§ WHAT TO WORK ON
Could you copy the records below exactly, leaving out any pictures?

(DATA UNDER STUDY)

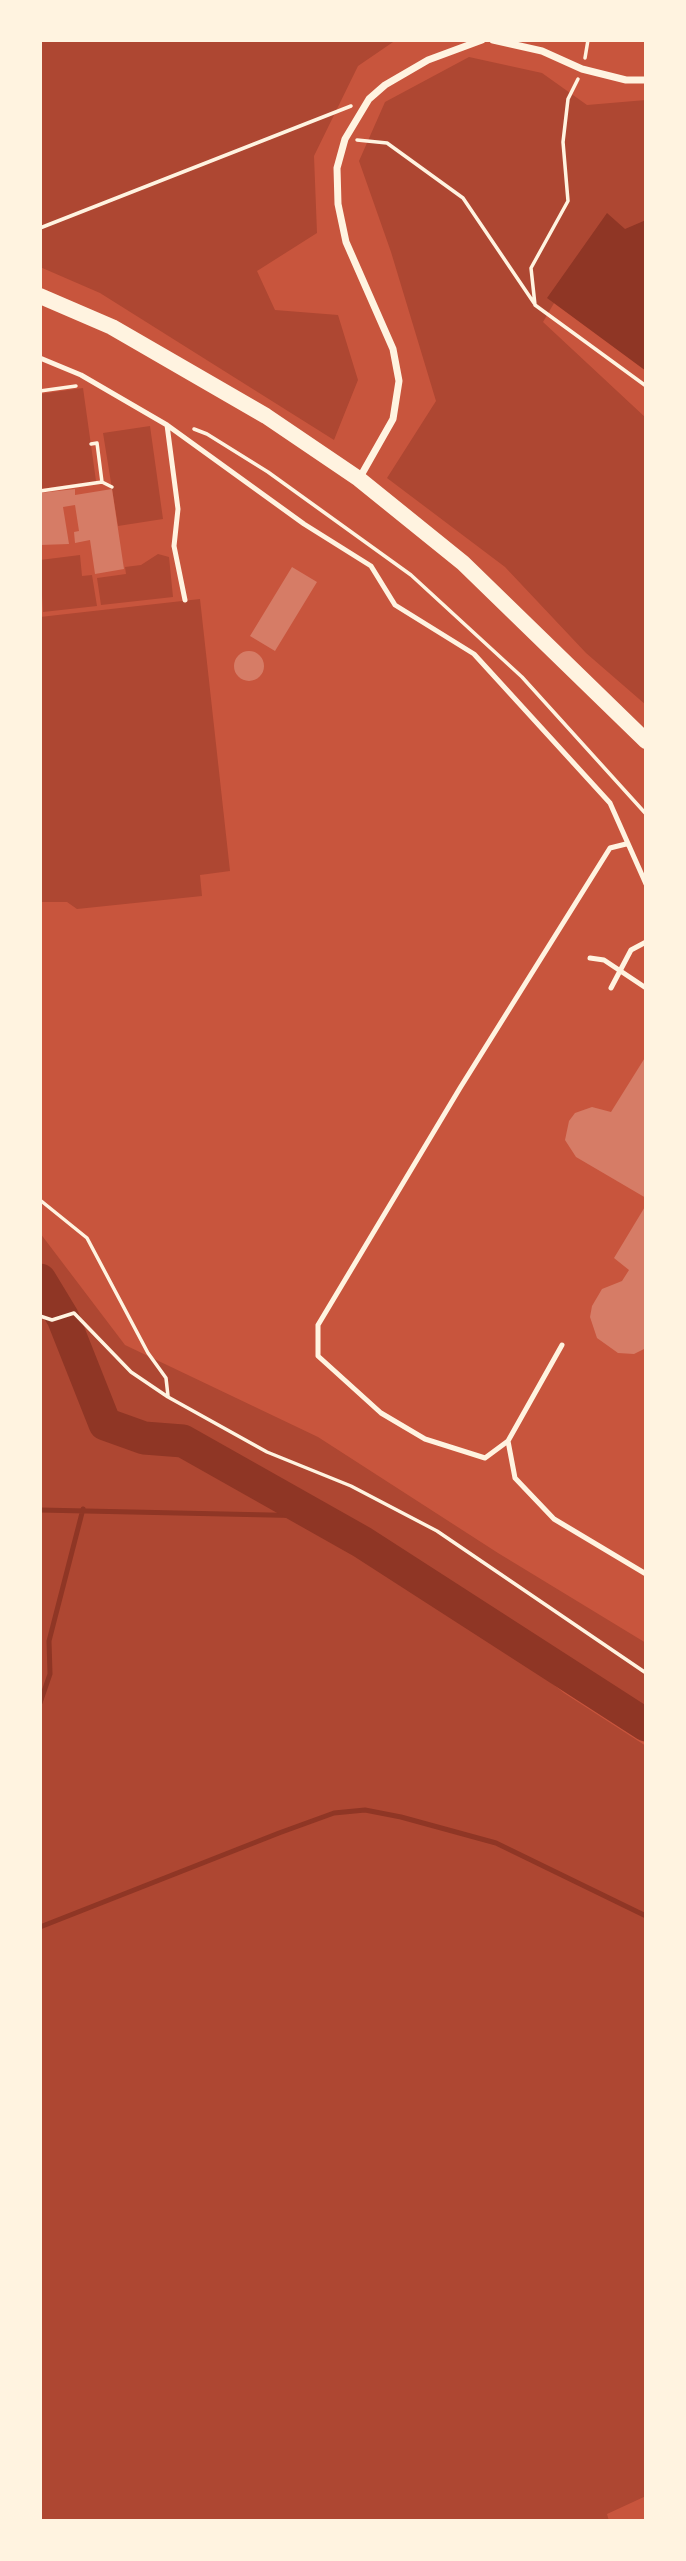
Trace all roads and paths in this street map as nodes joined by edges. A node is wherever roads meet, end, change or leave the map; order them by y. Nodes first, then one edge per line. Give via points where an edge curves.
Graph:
1 (482, 40) edge
2 (493, 40) edge
3 (588, 40) edge
4 (583, 69) junction
5 (646, 80) edge
6 (369, 99) junction
7 (345, 139) junction
8 (40, 228) edge
9 (40, 296) edge
10 (535, 305) junction
11 (40, 358) edge
12 (95, 383) junction
13 (646, 386) edge
14 (40, 391) edge
15 (167, 425) junction
16 (186, 426) dead end
17 (91, 444) dead end
18 (359, 479) junction
19 (102, 482) junction
20 (112, 488) dead end
21 (40, 491) edge
22 (185, 600) dead end
23 (646, 741) edge
24 (646, 814) edge
25 (626, 844) junction
26 (646, 884) edge
27 (646, 942) edge
28 (590, 958) dead end
29 (621, 969) junction
30 (611, 988) dead end
31 (646, 988) edge
32 (40, 1200) edge
33 (40, 1316) edge
34 (562, 1345) dead end
35 (168, 1396) junction
36 (508, 1441) junction
37 (646, 1574) edge
38 (646, 1673) edge

1 - 6 street via 428,60
2 - 4 street via 542,51
3 - 4 path
4 - 5 street
4 - 10 path via 568,99 563,142 568,201 531,268
6 - 7 street
6 - 8 path
7 - 10 path via 387,143 463,198
7 - 18 street via 337,168 346,242 393,349 399,382 393,419
9 - 18 main road via 112,327 266,416
10 - 13 path
11 - 12 lane
12 - 14 path
12 - 15 lane
15 - 22 lane via 178,509 174,546
15 - 25 lane via 304,524 371,566 395,605 474,654 610,803
16 - 24 path via 268,472 411,575 522,677
17 - 19 path via 97,443
18 - 23 main road via 463,563
19 - 20 path
19 - 21 path
25 - 26 lane
25 - 36 lane via 610,848 318,1325 318,1356 382,1413 425,1439 485,1458
27 - 29 lane via 631,950
28 - 29 lane
29 - 30 lane
29 - 31 lane
32 - 35 path via 87,1238 166,1378
33 - 35 path via 52,1320 74,1313 131,1373
34 - 36 lane
35 - 38 path via 267,1452 351,1486 437,1531
36 - 37 lane via 515,1478 554,1519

(End DATA UNDER STUDY)

§ YOUR SOLUTION
Trace all roads and paths in this street map as nodes joined by edges. A node is wherever roads meet, end, change or leave the map; order them by y. Nodes first, then one edge per line. Give via points where an edge curves.
Graph:
1 (482, 40) edge
2 (493, 40) edge
3 (588, 40) edge
4 (583, 69) junction
5 (646, 80) edge
6 (369, 99) junction
7 (345, 139) junction
8 (40, 228) edge
9 (40, 296) edge
10 (535, 305) junction
11 (40, 358) edge
12 (95, 383) junction
13 (646, 386) edge
14 (40, 391) edge
15 (167, 425) junction
16 (186, 426) dead end
17 (91, 444) dead end
18 (359, 479) junction
19 (102, 482) junction
20 (112, 488) dead end
21 (40, 491) edge
22 (185, 600) dead end
23 (646, 741) edge
24 (646, 814) edge
25 (626, 844) junction
26 (646, 884) edge
27 (646, 942) edge
28 (590, 958) dead end
29 (621, 969) junction
30 (611, 988) dead end
31 (646, 988) edge
32 (40, 1200) edge
33 (40, 1316) edge
34 (562, 1345) dead end
35 (168, 1396) junction
36 (508, 1441) junction
37 (646, 1574) edge
38 (646, 1673) edge

1 - 6 street via 428,60
2 - 4 street via 542,51
3 - 4 path
4 - 5 street
4 - 10 path via 568,99 563,142 568,201 531,268
6 - 7 street
6 - 8 path
7 - 10 path via 387,143 463,198
7 - 18 street via 337,168 346,242 393,349 399,382 393,419
9 - 18 main road via 112,327 266,416
10 - 13 path
11 - 12 lane
12 - 14 path
12 - 15 lane
15 - 22 lane via 178,509 174,546
15 - 25 lane via 304,524 371,566 395,605 474,654 610,803
16 - 24 path via 268,472 411,575 522,677
17 - 19 path via 97,443
18 - 23 main road via 463,563
19 - 20 path
19 - 21 path
25 - 26 lane
25 - 36 lane via 610,848 318,1325 318,1356 382,1413 425,1439 485,1458
27 - 29 lane via 631,950
28 - 29 lane
29 - 30 lane
29 - 31 lane
32 - 35 path via 87,1238 166,1378
33 - 35 path via 52,1320 74,1313 131,1373
34 - 36 lane
35 - 38 path via 267,1452 351,1486 437,1531
36 - 37 lane via 515,1478 554,1519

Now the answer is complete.